The focus on the sharp kitchen knife during the mac and cheese scene is the perfect build-up to perhaps the most potent scene in the movie, where a dishevelled Marie grabs the knife in one hand, plonks herself on the floor, admitting that she has never been clean. Her eyes are bloodshot and frenzied as she hysterically admits to having cheated on him, stealing from his mother, abusing substances and lying about every aspect of her life to her cohabitor. She is neither shameful nor guilty — but she is aware she has pulled the final strand of their crumbling relationship. Just as the atmosphere becomes too claustrophobic to even breathe, Marie breaks the trance with her curtain call — "That, Malcolm, is what authenticity buys you," she tells him, as Malcolm stares at her half-appalled, half-impressed at Marie’s earnest performance. For the actor in Zendaya too, the knife scene establishes how authentic she is to her craft.
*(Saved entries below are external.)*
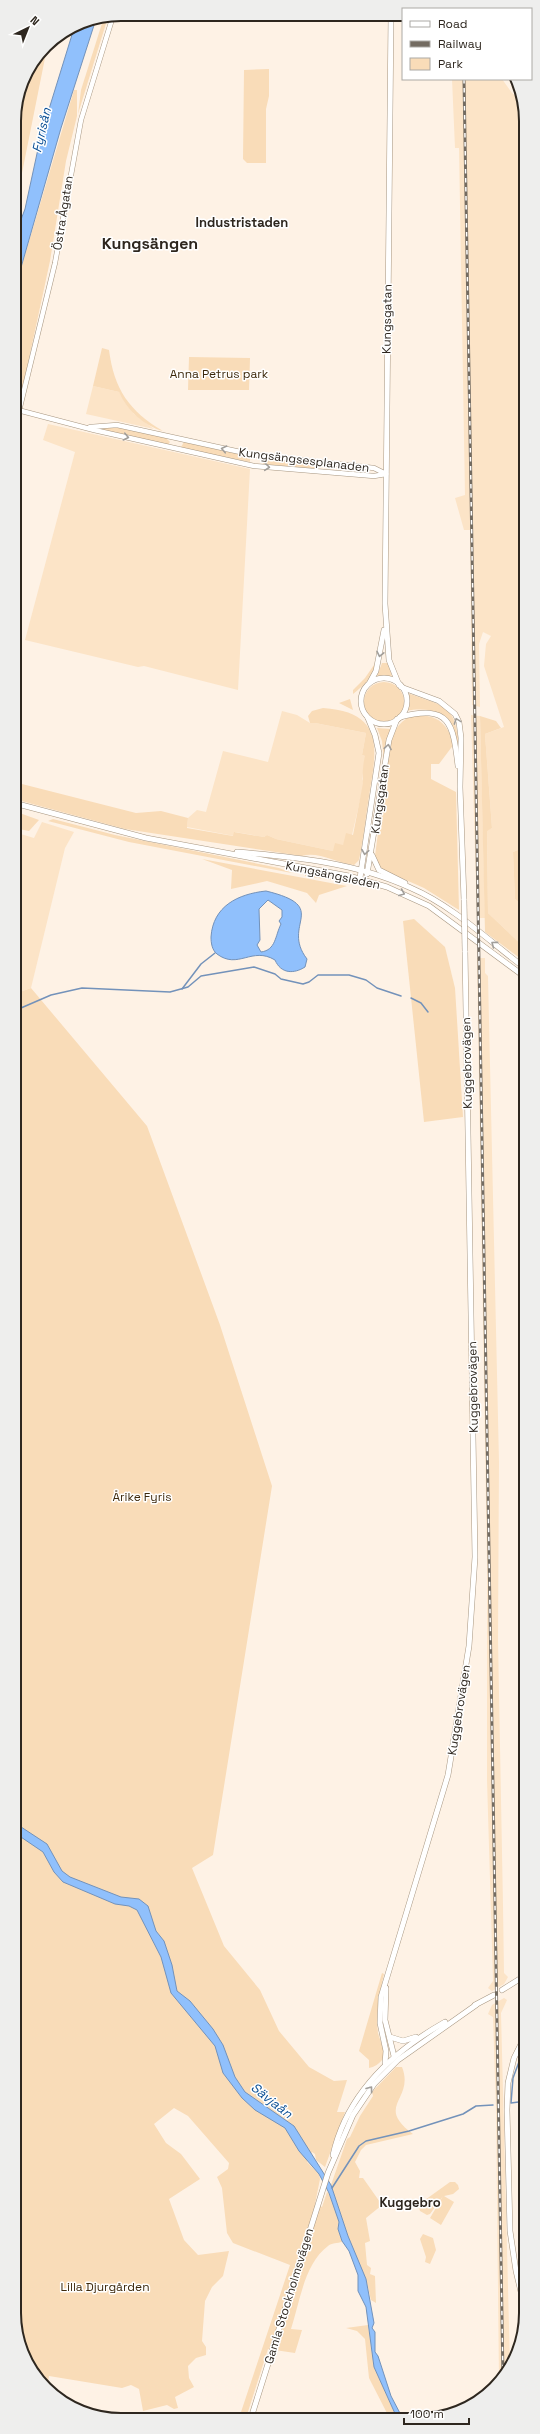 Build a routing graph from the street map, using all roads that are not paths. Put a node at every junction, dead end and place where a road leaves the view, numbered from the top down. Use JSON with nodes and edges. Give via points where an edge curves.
{"nodes":[{"id":1,"x":111,"y":21,"type":"edge"},
{"id":2,"x":391,"y":21,"type":"edge"},
{"id":3,"x":21,"y":391,"type":"edge"},
{"id":4,"x":21,"y":411,"type":"edge"},
{"id":5,"x":88,"y":427,"type":"junction"},
{"id":6,"x":386,"y":474,"type":"junction"},
{"id":7,"x":386,"y":621,"type":"junction"},
{"id":8,"x":368,"y":685,"type":"junction"},
{"id":9,"x":400,"y":686,"type":"junction"},
{"id":10,"x":368,"y":718,"type":"junction"},
{"id":11,"x":398,"y":718,"type":"junction"},
{"id":12,"x":460,"y":787,"type":"junction"},
{"id":13,"x":21,"y":805,"type":"edge"},
{"id":14,"x":210,"y":850,"type":"junction"},
{"id":15,"x":372,"y":854,"type":"junction"},
{"id":16,"x":362,"y":870,"type":"junction"},
{"id":17,"x":367,"y":872,"type":"junction"},
{"id":18,"x":360,"y":878,"type":"junction"},
{"id":19,"x":366,"y":880,"type":"junction"},
{"id":20,"x":412,"y":888,"type":"junction"},
{"id":21,"x":519,"y":963,"type":"edge"},
{"id":22,"x":519,"y":973,"type":"edge"},
{"id":23,"x":388,"y":1976,"type":"junction"},
{"id":24,"x":519,"y":1979,"type":"edge"},
{"id":25,"x":502,"y":1990,"type":"dead end"},
{"id":26,"x":494,"y":1995,"type":"dead end"},
{"id":27,"x":476,"y":2004,"type":"junction"},
{"id":28,"x":423,"y":2034,"type":"junction"},
{"id":29,"x":383,"y":2037,"type":"junction"},
{"id":30,"x":390,"y":2037,"type":"junction"},
{"id":31,"x":519,"y":2048,"type":"edge"},
{"id":32,"x":396,"y":2058,"type":"junction"},
{"id":33,"x":385,"y":2063,"type":"junction"},
{"id":34,"x":328,"y":2173,"type":"junction"},
{"id":35,"x":519,"y":2285,"type":"edge"},
{"id":36,"x":253,"y":2413,"type":"edge"}],
"edges":[{"from":1,"to":3,"type":"street","name":"Östra Ågatan","via":[[81,120],[55,263]]},
{"from":2,"to":6,"type":"main road","name":"Kungsgatan"},
{"from":4,"to":5,"type":"street","name":"Kungsängsesplanaden"},
{"from":5,"to":6,"type":"street","name":"Kungsängsesplanaden","one_way":true,"via":[[254,466],[374,476]]},
{"from":6,"to":5,"type":"street","name":"Kungsängsesplanaden","one_way":true,"via":[[374,468],[254,456],[117,425]]},
{"from":6,"to":7,"type":"main road","name":"Kungsgatan"},
{"from":7,"to":8,"type":"main road","name":"Kungsgatan","one_way":true,"via":[[376,671]]},
{"from":7,"to":9,"type":"main road","name":"Kungsgatan","via":[[389,660]]},
{"from":8,"to":9,"type":"main road","via":[[384,678]]},
{"from":8,"to":10,"type":"main road","via":[[361,700]]},
{"from":9,"to":11,"type":"main road","via":[[406,701]]},
{"from":12,"to":9,"type":"main road","name":"Kuggebrovägen","one_way":true,"via":[[461,738],[455,714],[440,701]]},
{"from":10,"to":11,"type":"main road","via":[[380,723],[389,723]]},
{"from":10,"to":16,"type":"main road","name":"Kungsgatan","one_way":true,"via":[[379,753]]},
{"from":11,"to":12,"type":"main road","name":"Kuggebrovägen","via":[[416,713],[430,713],[441,717],[449,724],[455,736]]},
{"from":15,"to":11,"type":"main road","name":"Kungsgatan","one_way":true,"via":[[389,740]]},
{"from":12,"to":23,"type":"main road","name":"Kuggebrovägen","bridge":true,"via":[[475,1557],[469,1646],[448,1775]]},
{"from":13,"to":14,"type":"main road","name":"Kungsängsleden","via":[[146,838]]},
{"from":14,"to":16,"type":"main road","name":"Kungsängsleden","via":[[312,860]]},
{"from":14,"to":18,"type":"main road","name":"Kungsängsleden"},
{"from":15,"to":17,"type":"main road","name":"Kungsgatan"},
{"from":15,"to":20,"type":"main road","via":[[379,870]]},
{"from":16,"to":17,"type":"main road","name":"Kungsängsleden"},
{"from":16,"to":18,"type":"main road","name":"Kungsgatan"},
{"from":17,"to":19,"type":"main road","name":"Kungsgatan"},
{"from":17,"to":20,"type":"main road","name":"Kungsängsleden"},
{"from":18,"to":19,"type":"main road","name":"Kungsängsleden"},
{"from":19,"to":22,"type":"main road","name":"Kungsängsleden","one_way":true,"via":[[429,906]]},
{"from":21,"to":20,"type":"main road","name":"Kungsängsleden","one_way":true,"via":[[450,911]]},
{"from":23,"to":29,"type":"main road","name":"Kuggebrovägen","via":[[381,1997]]},
{"from":23,"to":30,"type":"main road","name":"Kuggebrovägen","via":[[384,2009]]},
{"from":24,"to":25,"type":"main road"},
{"from":26,"to":27,"type":"main road","name":"Gamla Stockholmsvägen"},
{"from":27,"to":28,"type":"main road","name":"Gamla Stockholmsvägen"},
{"from":27,"to":32,"type":"main road","name":"Gamla Stockholmsvägen"},
{"from":28,"to":30,"type":"main road","via":[[403,2042]]},
{"from":28,"to":32,"type":"main road","name":"Gamla Stockholmsvägen"},
{"from":29,"to":32,"type":"main road","name":"Kuggebrovägen"},
{"from":29,"to":33,"type":"main road","name":"Kuggebrovägen"},
{"from":30,"to":32,"type":"main road","name":"Kuggebrovägen"},
{"from":31,"to":35,"type":"main road","via":[[508,2083],[507,2110],[510,2231]]},
{"from":32,"to":33,"type":"main road","name":"Gamla Stockholmsvägen"},
{"from":34,"to":32,"type":"main road","name":"Gamla Stockholmsvägen","one_way":true,"via":[[353,2115]]},
{"from":33,"to":34,"type":"main road","name":"Gamla Stockholmsvägen","via":[[364,2087],[348,2114],[334,2148]]},
{"from":34,"to":36,"type":"main road","name":"Gamla Stockholmsvägen"}]}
Which is perhaps, why, the final monologue that Zendaya delivers comes across as schmaltzy. It is Marie’s closing argument, thus, this is the moment she takes to spell out everything that she demands out of her boyfriend, and everything that her boyfriend has categorically failed to provide her. For a movie that successfully avoids falling into the traps of being too on the nose, the ending is ridden with cliches, of all banal things she wanted Malcolm to thank her for. Nonetheless, Zendaya’s sincerity uplifts the otherwise overly sentimental scene, forcing her audience to buy into her relentless plight of being perpetually sidelined.

If you intend to familiarise yourself with Zendaya’s body of works, this writer would humbly request you to perhaps begin your exploration with Malcolm & Marie. Sam Levinson’s pandemic drama is in no way faultless, but Zendaya is as close to perfect as can get.